EXERCISE INPUTS:

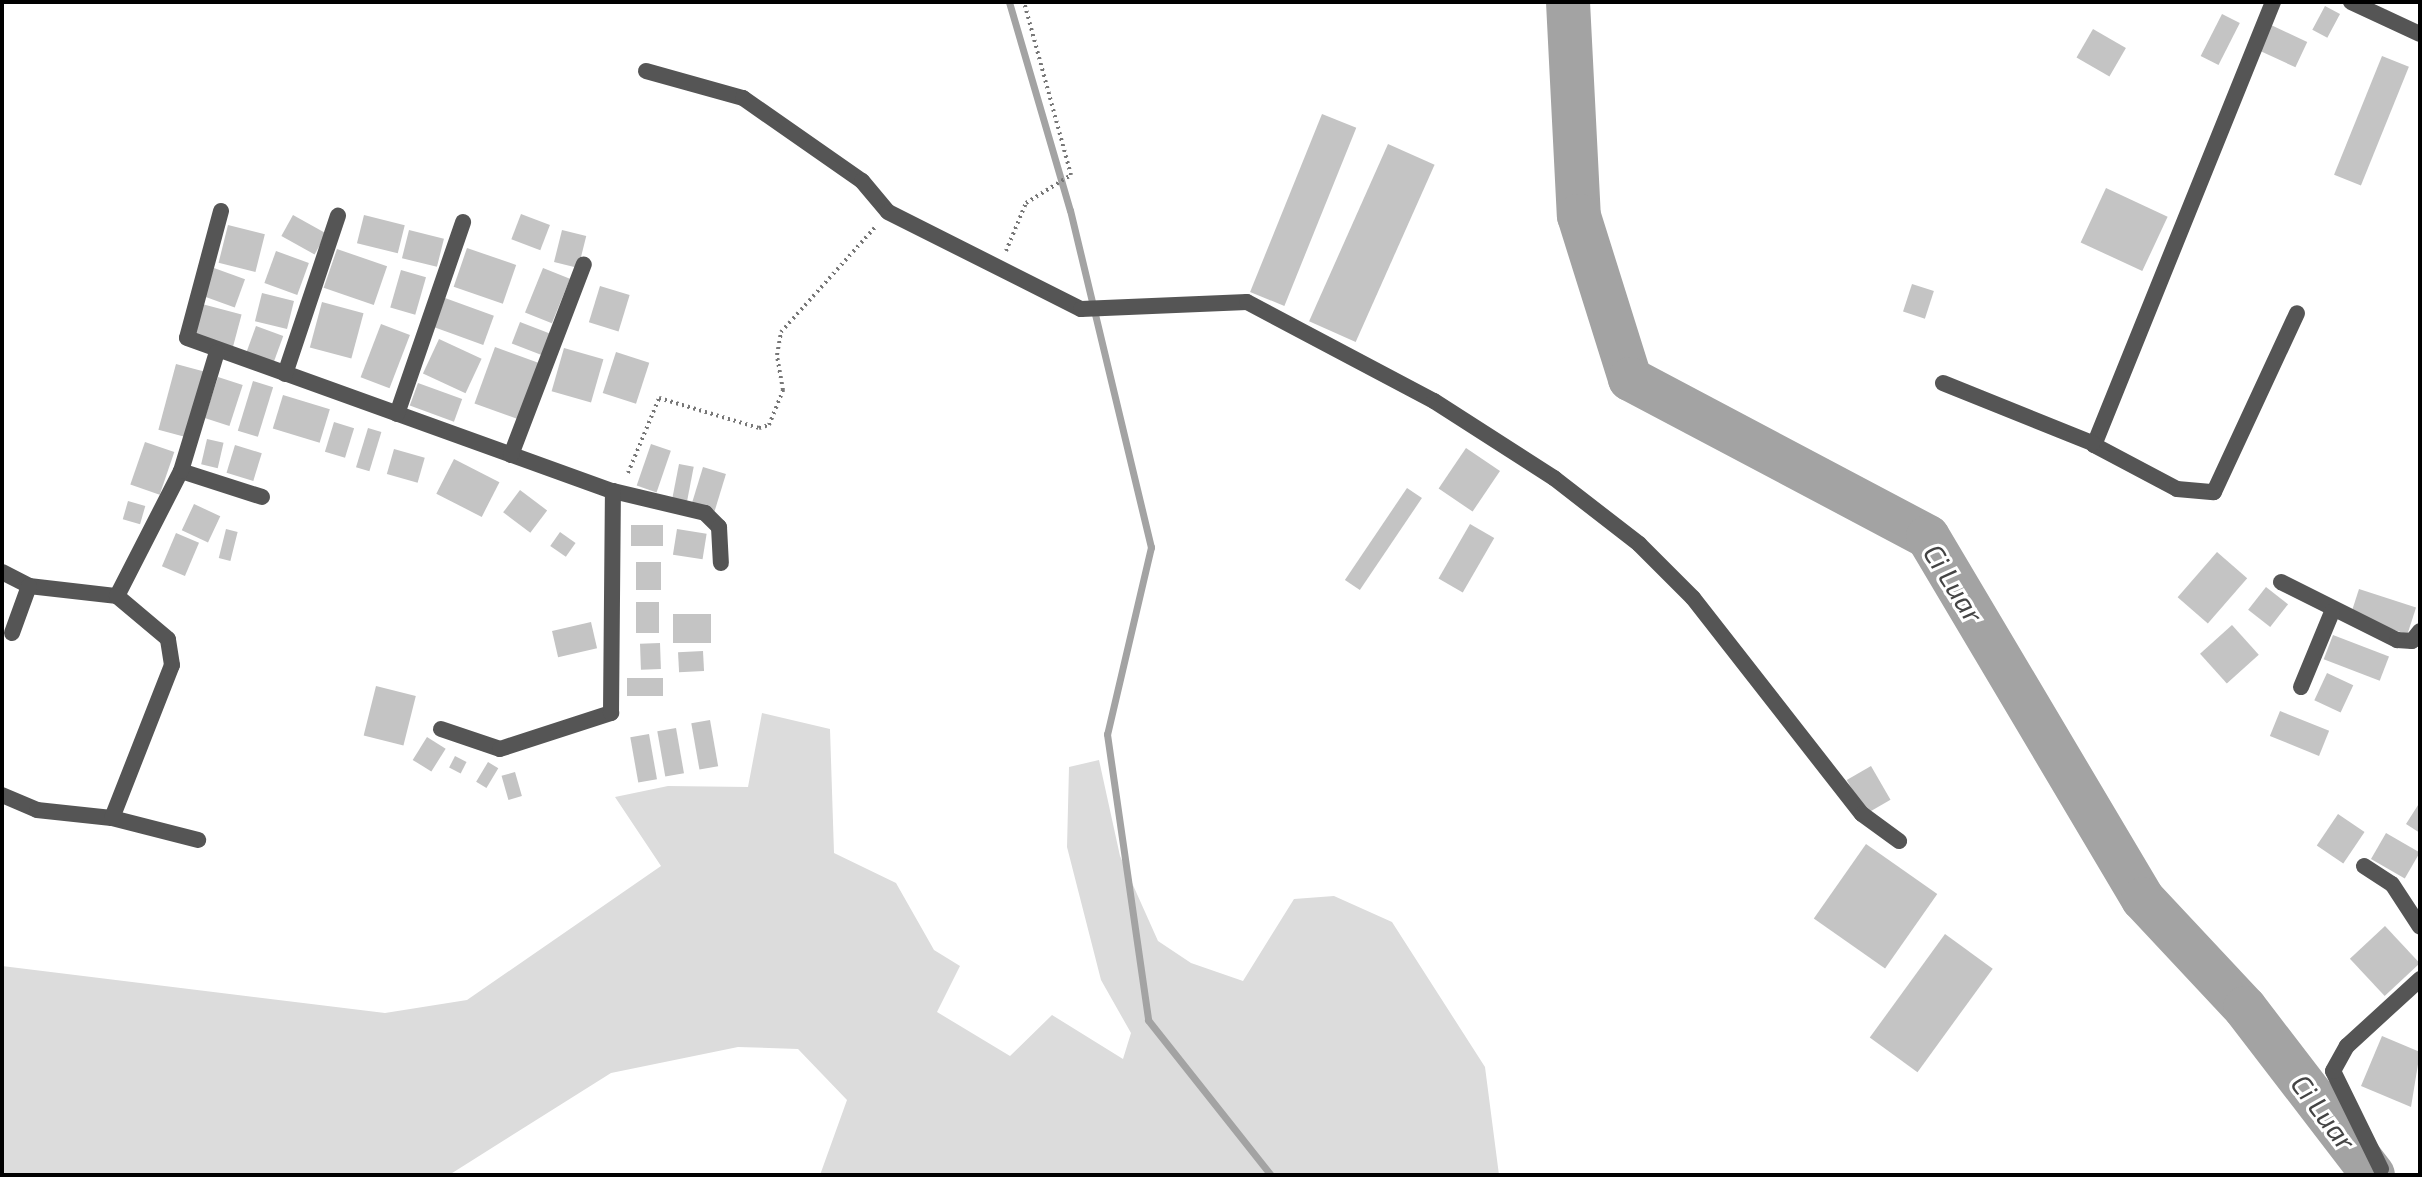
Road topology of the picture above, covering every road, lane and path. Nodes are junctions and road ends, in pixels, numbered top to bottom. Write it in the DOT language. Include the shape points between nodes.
graph roads {
  1 [pos="1024,2"];
  2 [pos="2273,2"];
  3 [pos="2351,2"];
  4 [pos="2420,34"];
  5 [pos="646,71"];
  6 [pos="221,211"];
  7 [pos="888,212"];
  8 [pos="338,216"];
  9 [pos="463,222"];
  10 [pos="584,264"];
  11 [pos="1001,264"];
  12 [pos="2297,313"];
  13 [pos="217,352"];
  14 [pos="285,374"];
  15 [pos="1943,383"];
  16 [pos="397,414"];
  17 [pos="2092,443"];
  18 [pos="511,455"];
  19 [pos="181,471"];
  20 [pos="613,491"];
  21 [pos="262,497"];
  22 [pos="721,563"];
  23 [pos="2,572"];
  24 [pos="2281,582"];
  25 [pos="29,586"];
  26 [pos="117,596"];
  27 [pos="2332,612"];
  28 [pos="2420,631"];
  29 [pos="12,633"];
  30 [pos="2301,687"];
  31 [pos="441,729"];
  32 [pos="2,795"];
  33 [pos="112,818"];
  34 [pos="198,840"];
  35 [pos="1899,841"];
  36 [pos="2364,866"];
  37 [pos="2420,927"];
  38 [pos="2420,979"];
  39 [pos="2381,1169"];
  1 -- 11 [label="path" via="1071,175 1047,185 1026,203"];
  2 -- 17 [label="street"];
  3 -- 4 [label="street"];
  5 -- 7 [label="street" via="743,98 862,181"];
  6 -- 13 [label="street" via="186,334"];
  7 -- 11 [label="street"];
  7 -- 20 [label="path" via="781,332 783,390 769,425 759,428 659,398"];
  8 -- 14 [label="street"];
  9 -- 16 [label="street"];
  10 -- 18 [label="street"];
  11 -- 35 [label="street" via="1081,309 1247,302 1434,401 1554,478 1639,544 1693,598 1862,814"];
  12 -- 17 [label="street" via="2214,492 2177,489"];
  13 -- 14 [label="street"];
  13 -- 19 [label="street"];
  14 -- 16 [label="street"];
  15 -- 17 [label="street"];
  16 -- 18 [label="street"];
  18 -- 20 [label="street"];
  19 -- 21 [label="street"];
  19 -- 26 [label="street"];
  20 -- 22 [label="street" via="713,518"];
  20 -- 31 [label="street" via="611,713 500,749"];
  23 -- 25 [label="street"];
  24 -- 27 [label="street"];
  25 -- 26 [label="street"];
  25 -- 29 [label="street"];
  26 -- 33 [label="street" via="168,639 172,665"];
  27 -- 28 [label="street" via="2402,642"];
  27 -- 30 [label="street"];
  32 -- 33 [label="street" via="37,810"];
  33 -- 34 [label="street"];
  36 -- 37 [label="street" via="2392,884"];
  38 -- 39 [label="street" via="2347,1046 2333,1071"];
}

WHAT YOU SHOULD DO:
From the listing above, print every entry precisely and drop the pictures.

ANSWER TO THE PROBLEM:
Road topology of the picture above, covering every road, lane and path. Nodes are junctions and road ends, in pixels, numbered top to bottom. Write it in the DOT language. Include the shape points between nodes.
graph roads {
  1 [pos="1024,2"];
  2 [pos="2273,2"];
  3 [pos="2351,2"];
  4 [pos="2420,34"];
  5 [pos="646,71"];
  6 [pos="221,211"];
  7 [pos="888,212"];
  8 [pos="338,216"];
  9 [pos="463,222"];
  10 [pos="584,264"];
  11 [pos="1001,264"];
  12 [pos="2297,313"];
  13 [pos="217,352"];
  14 [pos="285,374"];
  15 [pos="1943,383"];
  16 [pos="397,414"];
  17 [pos="2092,443"];
  18 [pos="511,455"];
  19 [pos="181,471"];
  20 [pos="613,491"];
  21 [pos="262,497"];
  22 [pos="721,563"];
  23 [pos="2,572"];
  24 [pos="2281,582"];
  25 [pos="29,586"];
  26 [pos="117,596"];
  27 [pos="2332,612"];
  28 [pos="2420,631"];
  29 [pos="12,633"];
  30 [pos="2301,687"];
  31 [pos="441,729"];
  32 [pos="2,795"];
  33 [pos="112,818"];
  34 [pos="198,840"];
  35 [pos="1899,841"];
  36 [pos="2364,866"];
  37 [pos="2420,927"];
  38 [pos="2420,979"];
  39 [pos="2381,1169"];
  1 -- 11 [label="path" via="1071,175 1047,185 1026,203"];
  2 -- 17 [label="street"];
  3 -- 4 [label="street"];
  5 -- 7 [label="street" via="743,98 862,181"];
  6 -- 13 [label="street" via="186,334"];
  7 -- 11 [label="street"];
  7 -- 20 [label="path" via="781,332 783,390 769,425 759,428 659,398"];
  8 -- 14 [label="street"];
  9 -- 16 [label="street"];
  10 -- 18 [label="street"];
  11 -- 35 [label="street" via="1081,309 1247,302 1434,401 1554,478 1639,544 1693,598 1862,814"];
  12 -- 17 [label="street" via="2214,492 2177,489"];
  13 -- 14 [label="street"];
  13 -- 19 [label="street"];
  14 -- 16 [label="street"];
  15 -- 17 [label="street"];
  16 -- 18 [label="street"];
  18 -- 20 [label="street"];
  19 -- 21 [label="street"];
  19 -- 26 [label="street"];
  20 -- 22 [label="street" via="713,518"];
  20 -- 31 [label="street" via="611,713 500,749"];
  23 -- 25 [label="street"];
  24 -- 27 [label="street"];
  25 -- 26 [label="street"];
  25 -- 29 [label="street"];
  26 -- 33 [label="street" via="168,639 172,665"];
  27 -- 28 [label="street" via="2402,642"];
  27 -- 30 [label="street"];
  32 -- 33 [label="street" via="37,810"];
  33 -- 34 [label="street"];
  36 -- 37 [label="street" via="2392,884"];
  38 -- 39 [label="street" via="2347,1046 2333,1071"];
}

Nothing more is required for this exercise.